*** SUPPLIED DATA ***
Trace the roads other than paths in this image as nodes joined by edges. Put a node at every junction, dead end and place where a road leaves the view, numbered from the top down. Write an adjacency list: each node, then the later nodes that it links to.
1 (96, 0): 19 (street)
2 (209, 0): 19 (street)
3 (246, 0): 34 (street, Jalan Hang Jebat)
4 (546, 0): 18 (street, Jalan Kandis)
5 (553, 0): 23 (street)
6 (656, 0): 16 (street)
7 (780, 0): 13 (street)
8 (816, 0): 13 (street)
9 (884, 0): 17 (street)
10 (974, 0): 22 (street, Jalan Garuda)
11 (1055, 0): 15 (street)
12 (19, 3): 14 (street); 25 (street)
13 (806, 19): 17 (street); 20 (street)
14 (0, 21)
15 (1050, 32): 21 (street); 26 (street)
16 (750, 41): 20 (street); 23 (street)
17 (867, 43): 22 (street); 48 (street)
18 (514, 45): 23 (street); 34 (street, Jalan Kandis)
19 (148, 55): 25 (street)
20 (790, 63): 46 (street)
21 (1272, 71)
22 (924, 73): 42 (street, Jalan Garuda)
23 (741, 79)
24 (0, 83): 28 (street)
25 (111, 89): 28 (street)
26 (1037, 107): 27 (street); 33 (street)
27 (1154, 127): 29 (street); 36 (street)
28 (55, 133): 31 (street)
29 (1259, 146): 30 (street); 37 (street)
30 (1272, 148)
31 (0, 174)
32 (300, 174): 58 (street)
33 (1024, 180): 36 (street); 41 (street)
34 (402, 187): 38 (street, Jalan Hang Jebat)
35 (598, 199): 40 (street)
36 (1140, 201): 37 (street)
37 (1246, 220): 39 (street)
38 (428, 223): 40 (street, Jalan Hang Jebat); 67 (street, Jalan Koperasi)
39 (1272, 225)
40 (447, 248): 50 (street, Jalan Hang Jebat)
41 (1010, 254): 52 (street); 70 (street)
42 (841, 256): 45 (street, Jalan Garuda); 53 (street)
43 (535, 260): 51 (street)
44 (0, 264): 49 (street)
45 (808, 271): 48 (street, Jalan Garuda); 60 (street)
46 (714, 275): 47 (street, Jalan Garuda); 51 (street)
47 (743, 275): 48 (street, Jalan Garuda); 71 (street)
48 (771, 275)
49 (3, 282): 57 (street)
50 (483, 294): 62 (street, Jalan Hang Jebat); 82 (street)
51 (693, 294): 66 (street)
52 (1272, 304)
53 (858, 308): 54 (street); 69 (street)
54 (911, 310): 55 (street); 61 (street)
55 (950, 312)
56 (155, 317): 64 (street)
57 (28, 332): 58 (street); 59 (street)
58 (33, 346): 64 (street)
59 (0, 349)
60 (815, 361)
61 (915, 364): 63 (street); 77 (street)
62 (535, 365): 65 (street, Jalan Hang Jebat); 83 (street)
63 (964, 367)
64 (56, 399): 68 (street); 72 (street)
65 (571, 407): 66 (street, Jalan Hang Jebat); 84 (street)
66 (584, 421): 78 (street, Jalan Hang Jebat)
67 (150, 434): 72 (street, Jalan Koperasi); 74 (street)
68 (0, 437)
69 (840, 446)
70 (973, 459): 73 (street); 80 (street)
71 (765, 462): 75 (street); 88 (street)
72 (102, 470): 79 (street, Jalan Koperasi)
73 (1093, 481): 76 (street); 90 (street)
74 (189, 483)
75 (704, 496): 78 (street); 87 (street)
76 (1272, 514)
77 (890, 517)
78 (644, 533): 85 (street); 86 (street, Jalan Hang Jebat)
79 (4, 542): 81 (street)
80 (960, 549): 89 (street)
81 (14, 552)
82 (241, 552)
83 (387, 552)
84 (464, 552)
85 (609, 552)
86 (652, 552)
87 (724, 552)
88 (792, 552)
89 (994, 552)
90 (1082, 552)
*** End of SUPPLIED DATA ***
# TASK GOAL
Without changing a single character, repeat each record.

# SOLUTION TO THIS PROBLEM
Trace the roads other than paths in this image as nodes joined by edges. Put a node at every junction, dead end and place where a road leaves the view, numbered from the top down. Write an adjacency list: each node, then the later nodes that it links to.
1 (96, 0): 19 (street)
2 (209, 0): 19 (street)
3 (246, 0): 34 (street, Jalan Hang Jebat)
4 (546, 0): 18 (street, Jalan Kandis)
5 (553, 0): 23 (street)
6 (656, 0): 16 (street)
7 (780, 0): 13 (street)
8 (816, 0): 13 (street)
9 (884, 0): 17 (street)
10 (974, 0): 22 (street, Jalan Garuda)
11 (1055, 0): 15 (street)
12 (19, 3): 14 (street); 25 (street)
13 (806, 19): 17 (street); 20 (street)
14 (0, 21)
15 (1050, 32): 21 (street); 26 (street)
16 (750, 41): 20 (street); 23 (street)
17 (867, 43): 22 (street); 48 (street)
18 (514, 45): 23 (street); 34 (street, Jalan Kandis)
19 (148, 55): 25 (street)
20 (790, 63): 46 (street)
21 (1272, 71)
22 (924, 73): 42 (street, Jalan Garuda)
23 (741, 79)
24 (0, 83): 28 (street)
25 (111, 89): 28 (street)
26 (1037, 107): 27 (street); 33 (street)
27 (1154, 127): 29 (street); 36 (street)
28 (55, 133): 31 (street)
29 (1259, 146): 30 (street); 37 (street)
30 (1272, 148)
31 (0, 174)
32 (300, 174): 58 (street)
33 (1024, 180): 36 (street); 41 (street)
34 (402, 187): 38 (street, Jalan Hang Jebat)
35 (598, 199): 40 (street)
36 (1140, 201): 37 (street)
37 (1246, 220): 39 (street)
38 (428, 223): 40 (street, Jalan Hang Jebat); 67 (street, Jalan Koperasi)
39 (1272, 225)
40 (447, 248): 50 (street, Jalan Hang Jebat)
41 (1010, 254): 52 (street); 70 (street)
42 (841, 256): 45 (street, Jalan Garuda); 53 (street)
43 (535, 260): 51 (street)
44 (0, 264): 49 (street)
45 (808, 271): 48 (street, Jalan Garuda); 60 (street)
46 (714, 275): 47 (street, Jalan Garuda); 51 (street)
47 (743, 275): 48 (street, Jalan Garuda); 71 (street)
48 (771, 275)
49 (3, 282): 57 (street)
50 (483, 294): 62 (street, Jalan Hang Jebat); 82 (street)
51 (693, 294): 66 (street)
52 (1272, 304)
53 (858, 308): 54 (street); 69 (street)
54 (911, 310): 55 (street); 61 (street)
55 (950, 312)
56 (155, 317): 64 (street)
57 (28, 332): 58 (street); 59 (street)
58 (33, 346): 64 (street)
59 (0, 349)
60 (815, 361)
61 (915, 364): 63 (street); 77 (street)
62 (535, 365): 65 (street, Jalan Hang Jebat); 83 (street)
63 (964, 367)
64 (56, 399): 68 (street); 72 (street)
65 (571, 407): 66 (street, Jalan Hang Jebat); 84 (street)
66 (584, 421): 78 (street, Jalan Hang Jebat)
67 (150, 434): 72 (street, Jalan Koperasi); 74 (street)
68 (0, 437)
69 (840, 446)
70 (973, 459): 73 (street); 80 (street)
71 (765, 462): 75 (street); 88 (street)
72 (102, 470): 79 (street, Jalan Koperasi)
73 (1093, 481): 76 (street); 90 (street)
74 (189, 483)
75 (704, 496): 78 (street); 87 (street)
76 (1272, 514)
77 (890, 517)
78 (644, 533): 85 (street); 86 (street, Jalan Hang Jebat)
79 (4, 542): 81 (street)
80 (960, 549): 89 (street)
81 (14, 552)
82 (241, 552)
83 (387, 552)
84 (464, 552)
85 (609, 552)
86 (652, 552)
87 (724, 552)
88 (792, 552)
89 (994, 552)
90 (1082, 552)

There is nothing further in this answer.